Dennoch haben sich die Zeiten geändert: Gold wird heute nicht mehr nur bewundert und bestaunt, kritische Anfragen bei Kirchenführungen häufen sich. "Immer wieder kommt die Kritik, der Prunk und Reichtum der Kirchen sei dem zeitgemäßen Glauben nicht mehr angemessen", berichtete Penz. Der große Aufwand von einst für die Gottesverehrung rufe heutzutage Erklärungsbedarf hervor - wenngleich es auch innerhalb der Kirche schon immer Gegenbewegungen wie etwa die auf Einfachheit und Schmucklosigkeit pochenden Bettelorden und Armutsbewegungen gegeben habe.
Menschenrechte im Blick
Neben dem Wandel im Kirchenverständnis kommen zudem auch Umwelt- und Menschenrechte ins Spiel: Gold sei aus heutiger Sicht eher ein Symbol des Unrechts gegenüber Ländern des Südens, geschehe das Schürfen doch weltweit nie nachhaltig und die Verhüttung selbst bei Kleinbetrieben stets unter Einsatz von gesundheitsschädlichem Quecksilber, sagte Penz. "Genauso wie bei der Kleidung oder der Nahrung sollten wir in der Kirche auch fragen: Wo kommt unser Kirchenschmuck her?", so die Expertin.
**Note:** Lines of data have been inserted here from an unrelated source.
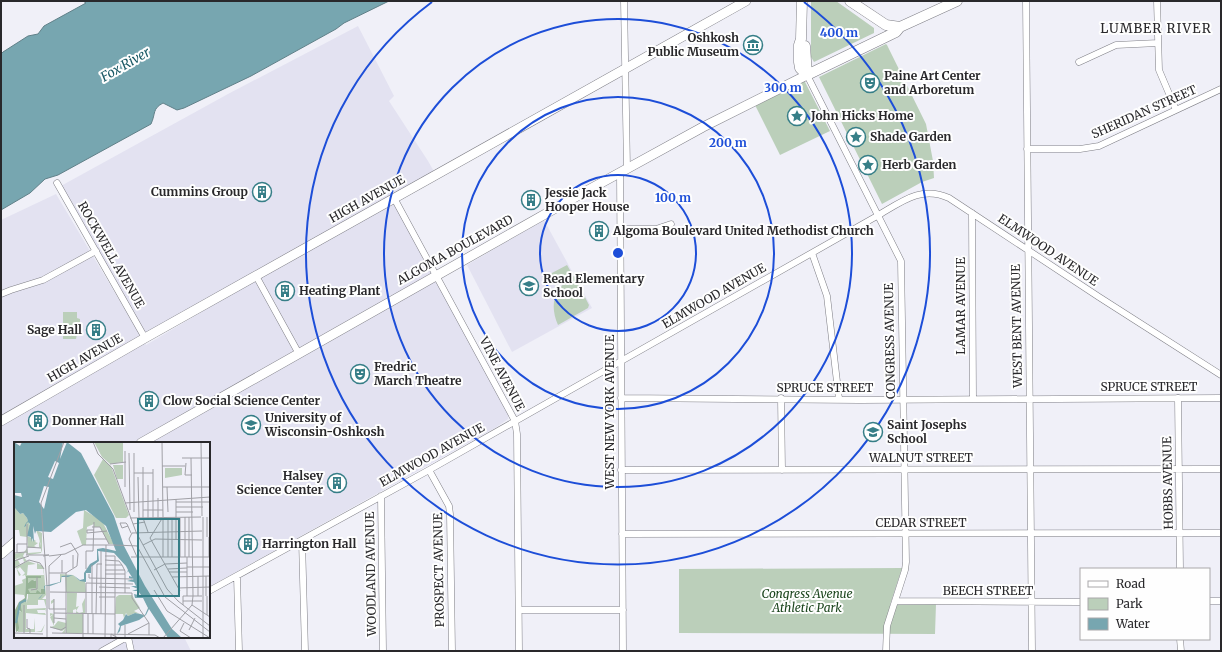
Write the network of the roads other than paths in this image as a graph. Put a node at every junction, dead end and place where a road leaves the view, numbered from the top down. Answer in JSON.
{"nodes":[{"id":1,"x":624,"y":1,"type":"edge"},
{"id":2,"x":746,"y":1,"type":"edge"},
{"id":3,"x":802,"y":1,"type":"edge"},
{"id":4,"x":850,"y":1,"type":"edge"},
{"id":5,"x":957,"y":1,"type":"edge"},
{"id":6,"x":1026,"y":1,"type":"edge"},
{"id":7,"x":1157,"y":1,"type":"edge"},
{"id":8,"x":880,"y":22,"type":"junction"},
{"id":9,"x":900,"y":28,"type":"junction"},
{"id":10,"x":874,"y":43,"type":"junction"},
{"id":11,"x":1158,"y":43,"type":"junction"},
{"id":12,"x":1079,"y":62,"type":"dead end"},
{"id":13,"x":625,"y":68,"type":"junction"},
{"id":14,"x":807,"y":75,"type":"junction"},
{"id":15,"x":1221,"y":89,"type":"edge"},
{"id":16,"x":1176,"y":110,"type":"junction"},
{"id":17,"x":1027,"y":149,"type":"junction"},
{"id":18,"x":624,"y":170,"type":"junction"},
{"id":19,"x":57,"y":183,"type":"dead end"},
{"id":20,"x":394,"y":198,"type":"junction"},
{"id":21,"x":972,"y":213,"type":"junction"},
{"id":22,"x":877,"y":216,"type":"junction"},
{"id":23,"x":671,"y":224,"type":"dead end"},
{"id":24,"x":620,"y":229,"type":"junction"},
{"id":25,"x":1027,"y":250,"type":"junction"},
{"id":26,"x":96,"y":251,"type":"junction"},
{"id":27,"x":812,"y":253,"type":"junction"},
{"id":28,"x":256,"y":276,"type":"junction"},
{"id":29,"x":436,"y":276,"type":"junction"},
{"id":30,"x":1,"y":294,"type":"edge"},
{"id":31,"x":145,"y":338,"type":"junction"},
{"id":32,"x":299,"y":354,"type":"junction"},
{"id":33,"x":621,"y":362,"type":"junction"},
{"id":34,"x":1221,"y":375,"type":"edge"},
{"id":35,"x":621,"y":398,"type":"junction"},
{"id":36,"x":781,"y":398,"type":"junction"},
{"id":37,"x":973,"y":398,"type":"junction"},
{"id":38,"x":1178,"y":398,"type":"junction"},
{"id":39,"x":1221,"y":398,"type":"edge"},
{"id":40,"x":839,"y":399,"type":"junction"},
{"id":41,"x":904,"y":399,"type":"junction"},
{"id":42,"x":1029,"y":399,"type":"junction"},
{"id":43,"x":1,"y":421,"type":"edge"},
{"id":44,"x":515,"y":421,"type":"junction"},
{"id":45,"x":142,"y":442,"type":"edge"},
{"id":46,"x":905,"y":469,"type":"junction"},
{"id":47,"x":1030,"y":469,"type":"junction"},
{"id":48,"x":1178,"y":469,"type":"junction"},
{"id":49,"x":1221,"y":469,"type":"edge"},
{"id":50,"x":429,"y":470,"type":"junction"},
{"id":51,"x":621,"y":470,"type":"junction"},
{"id":52,"x":782,"y":470,"type":"junction"},
{"id":53,"x":381,"y":496,"type":"junction"},
{"id":54,"x":1179,"y":533,"type":"junction"},
{"id":55,"x":1221,"y":533,"type":"edge"},
{"id":56,"x":622,"y":534,"type":"junction"},
{"id":57,"x":905,"y":534,"type":"junction"},
{"id":58,"x":1031,"y":534,"type":"junction"},
{"id":59,"x":302,"y":541,"type":"junction"},
{"id":60,"x":14,"y":543,"type":"edge"},
{"id":61,"x":1,"y":554,"type":"edge"},
{"id":62,"x":1180,"y":568,"type":"edge"},
{"id":63,"x":237,"y":576,"type":"junction"},
{"id":64,"x":210,"y":591,"type":"edge"},
{"id":65,"x":895,"y":601,"type":"junction"},
{"id":66,"x":1210,"y":601,"type":"edge"},
{"id":67,"x":1221,"y":601,"type":"edge"},
{"id":68,"x":1032,"y":602,"type":"junction"},
{"id":69,"x":1080,"y":602,"type":"edge"},
{"id":70,"x":519,"y":610,"type":"junction"},
{"id":71,"x":623,"y":610,"type":"junction"},
{"id":72,"x":126,"y":638,"type":"edge"},
{"id":73,"x":128,"y":638,"type":"edge"},
{"id":74,"x":1180,"y":640,"type":"edge"},
{"id":75,"x":102,"y":651,"type":"edge"},
{"id":76,"x":131,"y":651,"type":"edge"},
{"id":77,"x":239,"y":651,"type":"edge"},
{"id":78,"x":305,"y":651,"type":"edge"},
{"id":79,"x":383,"y":651,"type":"edge"},
{"id":80,"x":452,"y":651,"type":"edge"},
{"id":81,"x":519,"y":651,"type":"edge"},
{"id":82,"x":623,"y":651,"type":"edge"},
{"id":83,"x":886,"y":651,"type":"edge"},
{"id":84,"x":1032,"y":651,"type":"edge"},
{"id":85,"x":1180,"y":651,"type":"edge"}],
"edges":[{"from":1,"to":13,"type":"street","name":"WEST NEW YORK AVENUE"},
{"from":2,"to":13,"type":"main road","name":"HIGH AVENUE"},
{"from":3,"to":14,"type":"main road","name":"CONGRESS AVENUE"},
{"from":4,"to":8,"type":"main road"},
{"from":5,"to":9,"type":"main road","name":"ALGOMA BOULEVARD"},
{"from":6,"to":17,"type":"street","name":"WEST BENT AVENUE"},
{"from":7,"to":11,"type":"street"},
{"from":8,"to":9,"type":"main road"},
{"from":8,"to":10,"type":"main road"},
{"from":9,"to":10,"type":"main road","name":"ALGOMA BOULEVARD"},
{"from":10,"to":14,"type":"main road","name":"ALGOMA BOULEVARD"},
{"from":11,"to":12,"type":"street"},
{"from":11,"to":16,"type":"street"},
{"from":13,"to":18,"type":"street","name":"WEST NEW YORK AVENUE"},
{"from":13,"to":20,"type":"main road","name":"HIGH AVENUE"},
{"from":14,"to":18,"type":"main road","name":"ALGOMA BOULEVARD"},
{"from":14,"to":22,"type":"street","name":"CONGRESS AVENUE"},
{"from":15,"to":16,"type":"street","name":"SHERIDAN STREET"},
{"from":16,"to":17,"type":"street","name":"SHERIDAN STREET"},
{"from":17,"to":25,"type":"street","name":"WEST BENT AVENUE"},
{"from":18,"to":24,"type":"street","name":"WEST NEW YORK AVENUE"},
{"from":18,"to":29,"type":"main road","name":"ALGOMA BOULEVARD"},
{"from":19,"to":26,"type":"street","name":"ROCKWELL AVENUE"},
{"from":20,"to":28,"type":"main road","name":"HIGH AVENUE"},
{"from":20,"to":29,"type":"street","name":"VINE AVENUE"},
{"from":21,"to":22,"type":"street","name":"ELMWOOD AVENUE"},
{"from":21,"to":25,"type":"street","name":"ELMWOOD AVENUE"},
{"from":21,"to":37,"type":"street","name":"LAMAR AVENUE"},
{"from":22,"to":27,"type":"street","name":"ELMWOOD AVENUE"},
{"from":22,"to":41,"type":"street","name":"CONGRESS AVENUE"},
{"from":23,"to":24,"type":"street"},
{"from":24,"to":33,"type":"street","name":"WEST NEW YORK AVENUE"},
{"from":25,"to":34,"type":"street","name":"ELMWOOD AVENUE"},
{"from":25,"to":42,"type":"street","name":"WEST BENT AVENUE"},
{"from":26,"to":30,"type":"street"},
{"from":26,"to":31,"type":"street","name":"ROCKWELL AVENUE"},
{"from":27,"to":33,"type":"street","name":"ELMWOOD AVENUE"},
{"from":27,"to":40,"type":"street"},
{"from":28,"to":31,"type":"main road","name":"HIGH AVENUE"},
{"from":28,"to":32,"type":"street"},
{"from":29,"to":32,"type":"main road","name":"ALGOMA BOULEVARD"},
{"from":29,"to":44,"type":"street","name":"VINE AVENUE"},
{"from":31,"to":43,"type":"main road","name":"HIGH AVENUE"},
{"from":32,"to":45,"type":"main road","name":"ALGOMA BOULEVARD"},
{"from":33,"to":35,"type":"street","name":"WEST NEW YORK AVENUE"},
{"from":33,"to":44,"type":"street","name":"ELMWOOD AVENUE"},
{"from":35,"to":36,"type":"street","name":"SPRUCE STREET"},
{"from":35,"to":51,"type":"street","name":"WEST NEW YORK AVENUE"},
{"from":36,"to":40,"type":"street","name":"SPRUCE STREET"},
{"from":36,"to":52,"type":"street"},
{"from":37,"to":41,"type":"street","name":"SPRUCE STREET"},
{"from":37,"to":42,"type":"street","name":"SPRUCE STREET"},
{"from":38,"to":39,"type":"street","name":"SPRUCE STREET"},
{"from":38,"to":42,"type":"street","name":"SPRUCE STREET"},
{"from":38,"to":48,"type":"street","name":"HOBBS AVENUE"},
{"from":40,"to":41,"type":"street","name":"SPRUCE STREET"},
{"from":41,"to":46,"type":"street","name":"CONGRESS AVENUE"},
{"from":42,"to":47,"type":"street","name":"WEST BENT AVENUE"},
{"from":44,"to":50,"type":"street","name":"ELMWOOD AVENUE"},
{"from":44,"to":70,"type":"street","name":"VINE AVENUE"},
{"from":46,"to":47,"type":"street","name":"WALNUT STREET"},
{"from":46,"to":52,"type":"street","name":"WALNUT STREET"},
{"from":46,"to":57,"type":"street","name":"CONGRESS AVENUE"},
{"from":47,"to":48,"type":"street","name":"WALNUT STREET"},
{"from":47,"to":58,"type":"street","name":"WEST BENT AVENUE"},
{"from":48,"to":49,"type":"street","name":"WALNUT STREET"},
{"from":48,"to":54,"type":"street","name":"HOBBS AVENUE"},
{"from":50,"to":53,"type":"street","name":"ELMWOOD AVENUE"},
{"from":50,"to":80,"type":"street","name":"PROSPECT AVENUE"},
{"from":51,"to":52,"type":"street","name":"WALNUT STREET"},
{"from":51,"to":56,"type":"street","name":"WEST NEW YORK AVENUE"},
{"from":53,"to":59,"type":"street","name":"ELMWOOD AVENUE"},
{"from":53,"to":79,"type":"street","name":"WOODLAND AVENUE"},
{"from":54,"to":55,"type":"street","name":"CEDAR STREET"},
{"from":54,"to":58,"type":"street","name":"CEDAR STREET"},
{"from":54,"to":62,"type":"street","name":"HOBBS AVENUE"},
{"from":56,"to":57,"type":"street","name":"CEDAR STREET"},
{"from":56,"to":71,"type":"street","name":"WEST NEW YORK AVENUE"},
{"from":57,"to":58,"type":"street","name":"CEDAR STREET"},
{"from":57,"to":65,"type":"street","name":"CONGRESS AVENUE"},
{"from":58,"to":68,"type":"street","name":"WEST BENT AVENUE"},
{"from":59,"to":63,"type":"street","name":"ELMWOOD AVENUE"},
{"from":59,"to":78,"type":"street"},
{"from":60,"to":61,"type":"main road"},
{"from":63,"to":64,"type":"street","name":"ELMWOOD AVENUE"},
{"from":63,"to":77,"type":"street"},
{"from":65,"to":68,"type":"street","name":"BEECH STREET"},
{"from":65,"to":83,"type":"street","name":"CONGRESS AVENUE"},
{"from":66,"to":67,"type":"street"},
{"from":68,"to":69,"type":"street","name":"BEECH STREET"},
{"from":68,"to":84,"type":"street","name":"WEST BENT AVENUE"},
{"from":70,"to":71,"type":"street"},
{"from":70,"to":81,"type":"street","name":"VINE AVENUE"},
{"from":71,"to":82,"type":"street","name":"WEST NEW YORK AVENUE"},
{"from":72,"to":75,"type":"street"},
{"from":73,"to":76,"type":"street"},
{"from":74,"to":85,"type":"street"}]}
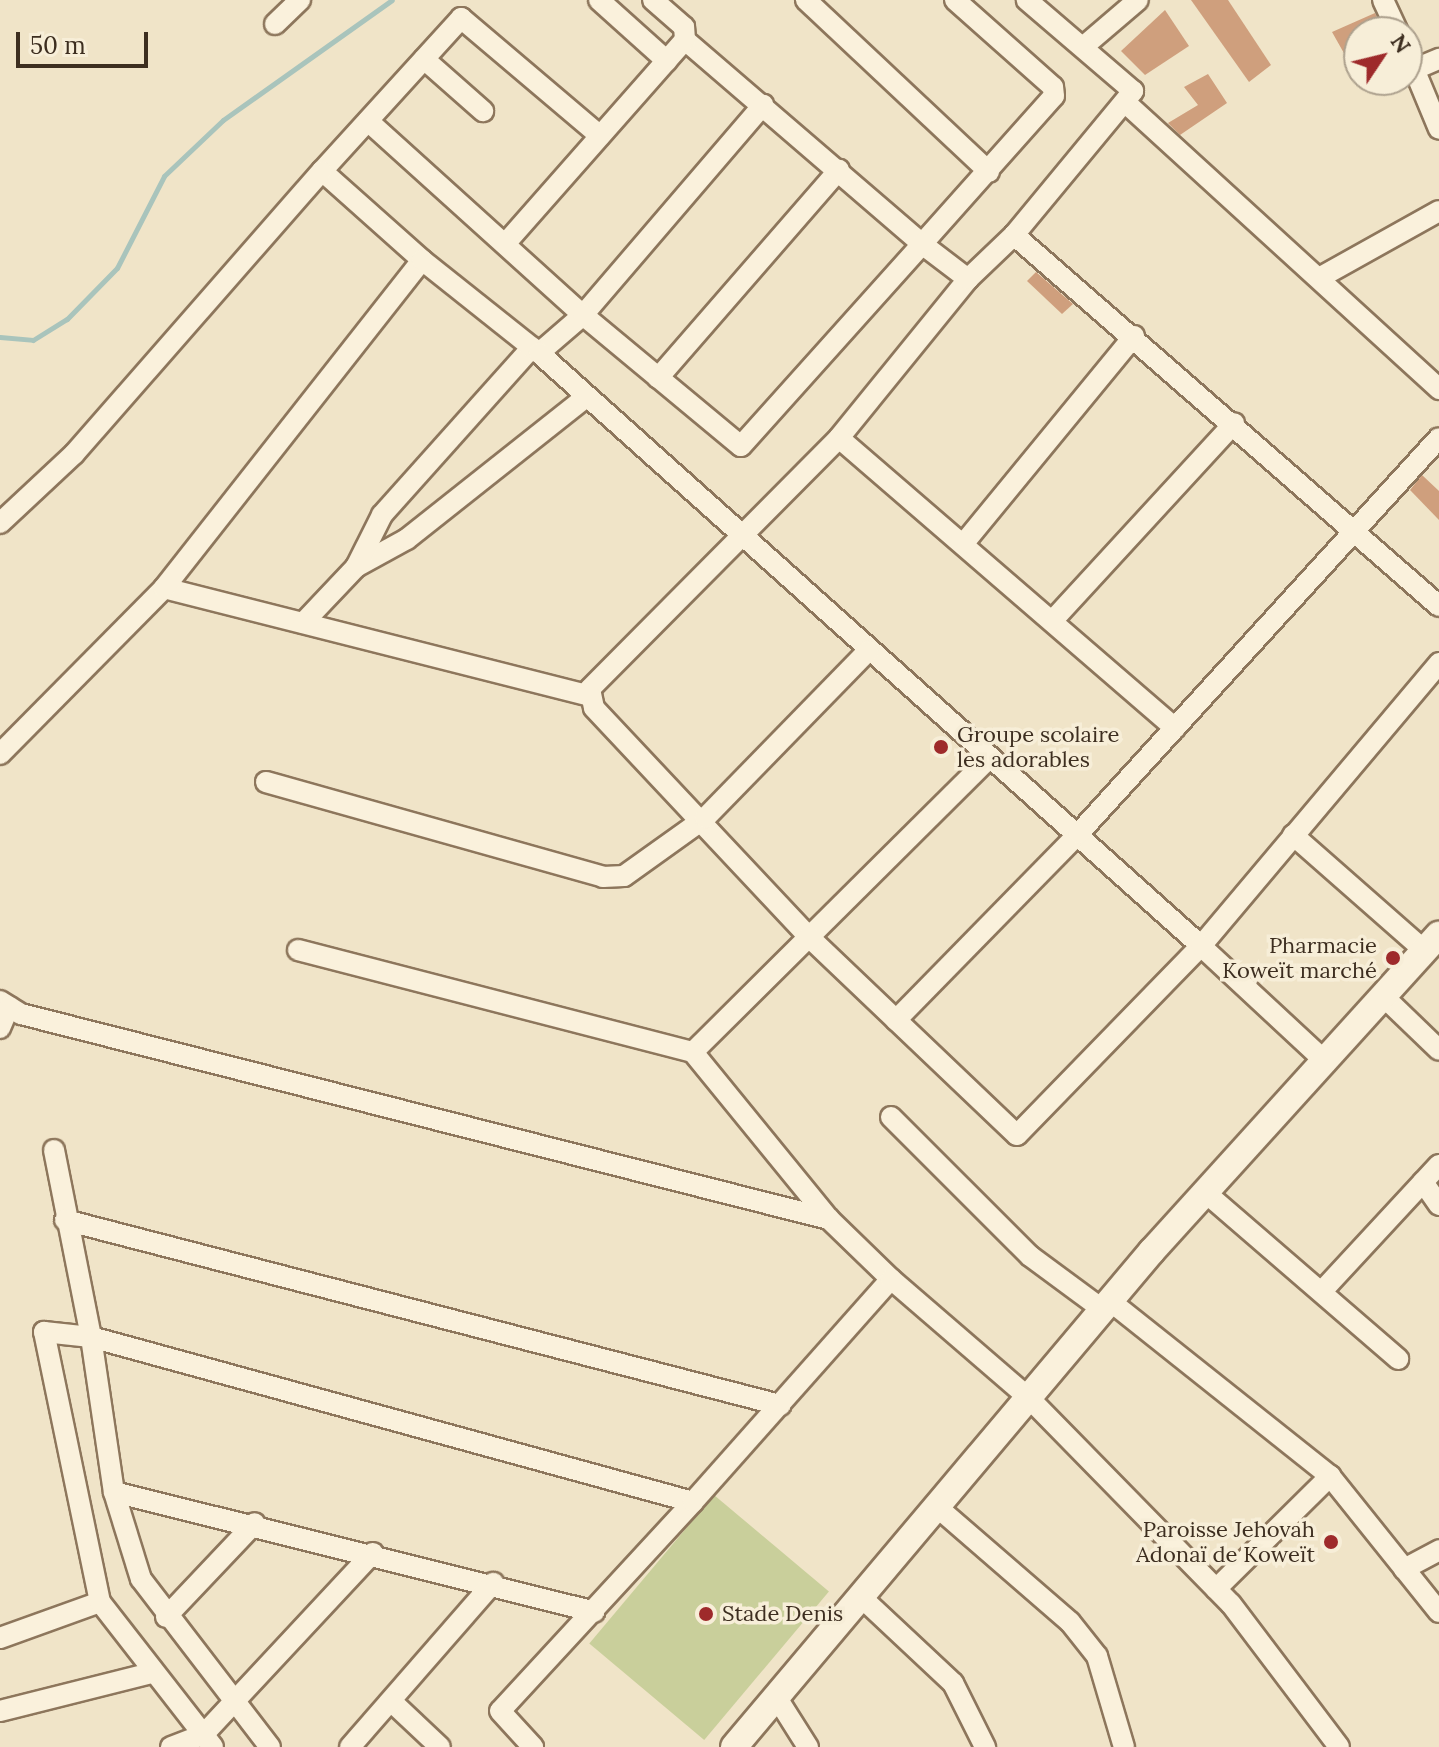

Suche man nach Alternativen, gehe es dabei vor allem um die Überlegung, was heute als "schön" und der Gottesverehrung würdig gelte. Das Kirchenrecht bestimmt für liturgische Geräte, ein "edles und beständiges Material" einzusetzen, Vorgaben für die konkrete Umsetzung sind der jeweiligen Bischofskonferenz überlassen. Bei Kelchen muss beispielsweise sichergestellt sein, dass sie kleine Stürze überstehen - womit Keramik ausscheidet. Zudem darf das Material keinen Wein aufnehmen. Eine endgültige Lösung werde es nie geben, so die Einschätzung von Penz. "Der Zeitgeschmack und das Kulturverständnis ändern sich ständig und Kirchen sehen weltweit völlig unterschiedlich aus."
Anfragen nach dem Muster "Kann man das Geld nicht den Armen geben?" gelte es in Bezug auf Barockkirchen freilich differenziert zu betrachten. So prunkvoll goldene Kirchen auch seien, stellten sie dennoch keinen ökonomischen Reichtum dar, sondern eher eine Herausforderung für den Erhalt. Penz: "Das Geld dafür müssen die Klöster zum Großteil selbst erwirtschaften. Denn wer würde schon eine Barockkirche abkaufen?" Es sei hier aber auch ein Gesinnungswechsel zu beobachten: "Der Melker Konvent überlegte nach dem Zweiten Vatikanum, das prachtvolle Kloster aufzugeben und ein einfaches Kloster im Wald zu errichten. Heute sieht man sich als Treuhänder eines kulturellen Erbes."